Feature engineering is very important in most machine learning problems.

The following code used continuous & categorical features to encode some 'important' features, especially manager_id. The code was partially copied from Little Boat: https://www.kaggle.com/c/two-sigma-connect-rental-listing-inquiries/discussion/32123
The following algorithms and public log loss for the test dataset are achieved:

- random forests: 0.62909
- xgboost: 0.60205
- logistic regression: 1.52583
- Gaussian Naive Bayes: 3.49425

In [22]:
import numpy as np
import pandas as pd
from sklearn.ensemble import RandomForestClassifier
from sklearn.model_selection import train_test_split
from sklearn.metrics import log_loss

In [23]:
train_df = pd.read_json("train.json")
test_df = pd.read_json("test.json")
sub = pd.DataFrame()
sub["listing_id"] = test_df["listing_id"]

### Feature Engineering

#### Define get_stats function
- It first merge train_df and test_df, followed by grouping the dataframe by group_column, then calculating the count, mean, std, median, max, min of the target_column feature.
- It returns the train and test df with the newly added columns as numpy array (selected_train, selected_test).

In [24]:
def get_stats(train_df, test_df, target_column, group_column = 'manager_id'):
    '''
    target_column: numeric columns to group with (e.g. price, bedrooms, bathrooms)
    group_column: categorical columns to group on (e.g. manager_id, building_id)
    '''
    train_df['row_id'] = range(train_df.shape[0])
    test_df['row_id'] = range(test_df.shape[0])
    train_df['train'] = 1
    test_df['train'] = 0
    all_df = train_df[['row_id', 'train', target_column, group_column]].append(test_df[['row_id','train', target_column, group_column]])
    all_df = all_df.reindex()
    grouped = all_df[[target_column, group_column]].groupby(group_column)
    
    the_size = pd.DataFrame(grouped.size()).reset_index()
    the_size.columns = [group_column, '%s_size' % target_column]
    
    the_mean = pd.DataFrame(grouped.mean()).reset_index()
    the_mean.columns = [group_column, '%s_mean' % target_column]
    
    the_std = pd.DataFrame(grouped.std()).reset_index().fillna(0)
    the_std.columns = [group_column, '%s_std' % target_column]
    
    the_median = pd.DataFrame(grouped.median()).reset_index()
    the_median.columns = [group_column, '%s_median' % target_column]
    
    the_stats = pd.merge(the_size, the_mean)
    the_stats = pd.merge(the_stats, the_std)
    the_stats = pd.merge(the_stats, the_median)

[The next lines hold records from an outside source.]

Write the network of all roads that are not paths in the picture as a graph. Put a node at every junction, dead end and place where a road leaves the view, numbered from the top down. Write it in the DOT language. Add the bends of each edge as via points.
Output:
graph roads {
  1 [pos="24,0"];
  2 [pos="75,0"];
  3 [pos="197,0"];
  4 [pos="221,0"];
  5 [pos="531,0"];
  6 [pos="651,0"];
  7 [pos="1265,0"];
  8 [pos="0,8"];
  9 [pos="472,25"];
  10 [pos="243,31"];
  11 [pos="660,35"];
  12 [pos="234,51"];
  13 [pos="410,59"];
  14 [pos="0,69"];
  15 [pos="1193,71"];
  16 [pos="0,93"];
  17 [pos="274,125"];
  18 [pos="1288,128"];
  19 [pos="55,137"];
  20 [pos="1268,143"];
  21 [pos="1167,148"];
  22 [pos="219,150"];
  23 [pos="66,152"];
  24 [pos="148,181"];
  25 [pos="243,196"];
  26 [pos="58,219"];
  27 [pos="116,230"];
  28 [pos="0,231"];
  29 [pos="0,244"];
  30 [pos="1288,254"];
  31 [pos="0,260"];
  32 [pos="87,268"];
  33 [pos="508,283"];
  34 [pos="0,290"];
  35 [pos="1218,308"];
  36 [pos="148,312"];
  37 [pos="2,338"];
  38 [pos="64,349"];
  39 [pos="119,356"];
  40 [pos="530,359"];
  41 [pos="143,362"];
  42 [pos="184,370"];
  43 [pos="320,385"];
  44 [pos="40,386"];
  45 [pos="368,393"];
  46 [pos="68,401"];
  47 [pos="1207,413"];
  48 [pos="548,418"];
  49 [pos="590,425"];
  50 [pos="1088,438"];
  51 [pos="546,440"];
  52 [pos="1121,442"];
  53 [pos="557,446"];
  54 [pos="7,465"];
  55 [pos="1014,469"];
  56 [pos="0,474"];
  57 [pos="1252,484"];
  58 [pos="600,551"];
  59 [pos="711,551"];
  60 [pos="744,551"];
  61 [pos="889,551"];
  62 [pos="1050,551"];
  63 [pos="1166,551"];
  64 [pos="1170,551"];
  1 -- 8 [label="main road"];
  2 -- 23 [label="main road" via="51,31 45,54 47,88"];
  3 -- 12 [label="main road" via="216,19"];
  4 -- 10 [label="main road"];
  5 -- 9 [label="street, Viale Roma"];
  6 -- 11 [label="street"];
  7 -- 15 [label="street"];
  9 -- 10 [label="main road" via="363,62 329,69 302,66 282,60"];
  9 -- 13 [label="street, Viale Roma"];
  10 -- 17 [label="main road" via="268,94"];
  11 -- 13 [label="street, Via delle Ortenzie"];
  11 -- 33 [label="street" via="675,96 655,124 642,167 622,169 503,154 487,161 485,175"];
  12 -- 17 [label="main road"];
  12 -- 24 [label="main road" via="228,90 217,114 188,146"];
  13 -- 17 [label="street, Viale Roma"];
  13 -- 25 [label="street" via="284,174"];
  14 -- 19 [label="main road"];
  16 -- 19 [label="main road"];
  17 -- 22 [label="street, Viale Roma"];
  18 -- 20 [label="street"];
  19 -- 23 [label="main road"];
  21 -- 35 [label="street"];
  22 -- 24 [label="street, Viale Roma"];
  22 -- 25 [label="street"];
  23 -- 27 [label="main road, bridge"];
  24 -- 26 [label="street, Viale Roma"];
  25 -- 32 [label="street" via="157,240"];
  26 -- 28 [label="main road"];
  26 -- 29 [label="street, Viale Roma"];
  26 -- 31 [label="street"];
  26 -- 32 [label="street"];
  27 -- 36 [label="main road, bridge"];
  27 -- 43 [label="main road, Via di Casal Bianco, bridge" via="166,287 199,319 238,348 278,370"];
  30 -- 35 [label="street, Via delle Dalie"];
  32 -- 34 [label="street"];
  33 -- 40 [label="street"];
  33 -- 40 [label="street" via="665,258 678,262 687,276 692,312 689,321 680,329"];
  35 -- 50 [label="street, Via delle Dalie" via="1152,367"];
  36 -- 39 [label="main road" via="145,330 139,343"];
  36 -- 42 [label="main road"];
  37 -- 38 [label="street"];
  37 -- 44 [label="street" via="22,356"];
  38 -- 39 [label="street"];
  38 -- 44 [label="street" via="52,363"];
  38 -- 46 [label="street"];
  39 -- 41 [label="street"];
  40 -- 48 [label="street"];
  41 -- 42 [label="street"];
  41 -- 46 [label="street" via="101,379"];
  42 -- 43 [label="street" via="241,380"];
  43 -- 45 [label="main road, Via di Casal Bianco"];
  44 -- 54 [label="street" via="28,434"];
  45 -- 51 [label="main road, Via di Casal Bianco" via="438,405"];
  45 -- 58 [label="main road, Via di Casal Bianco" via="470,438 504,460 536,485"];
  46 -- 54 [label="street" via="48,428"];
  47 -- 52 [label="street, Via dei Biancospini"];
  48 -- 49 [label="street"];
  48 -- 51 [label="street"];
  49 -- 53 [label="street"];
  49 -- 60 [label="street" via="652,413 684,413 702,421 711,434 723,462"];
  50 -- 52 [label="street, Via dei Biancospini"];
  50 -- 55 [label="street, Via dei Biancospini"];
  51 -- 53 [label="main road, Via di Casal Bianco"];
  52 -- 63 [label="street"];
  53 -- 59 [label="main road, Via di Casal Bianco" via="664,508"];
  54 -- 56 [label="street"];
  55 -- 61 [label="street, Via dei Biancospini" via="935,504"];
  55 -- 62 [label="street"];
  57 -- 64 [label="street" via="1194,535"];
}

    the_max = pd.DataFrame(grouped.max()).reset_index()
    the_max.columns = [group_column, '%s_max' % target_column]
    
    the_min = pd.DataFrame(grouped.min()).reset_index()
    the_min.columns = [group_column, '%s_min' % target_column]

    the_stats = pd.merge(the_stats, the_max)
    the_stats = pd.merge(the_stats, the_min)

    all_df = pd.merge(all_df, the_stats)

    selected_train = all_df[all_df['train'] == 1]
    selected_test = all_df[all_df['train'] == 0]
    
    selected_train.sort_values('row_id', inplace=True)
    selected_test.sort_values('row_id', inplace=True)
    
    selected_train.drop([target_column, group_column, 'row_id', 'train'], axis=1, inplace=True)
    selected_test.drop([target_column, group_column, 'row_id', 'train'], axis=1, inplace=True)

    return np.array(selected_train), np.array(selected_test)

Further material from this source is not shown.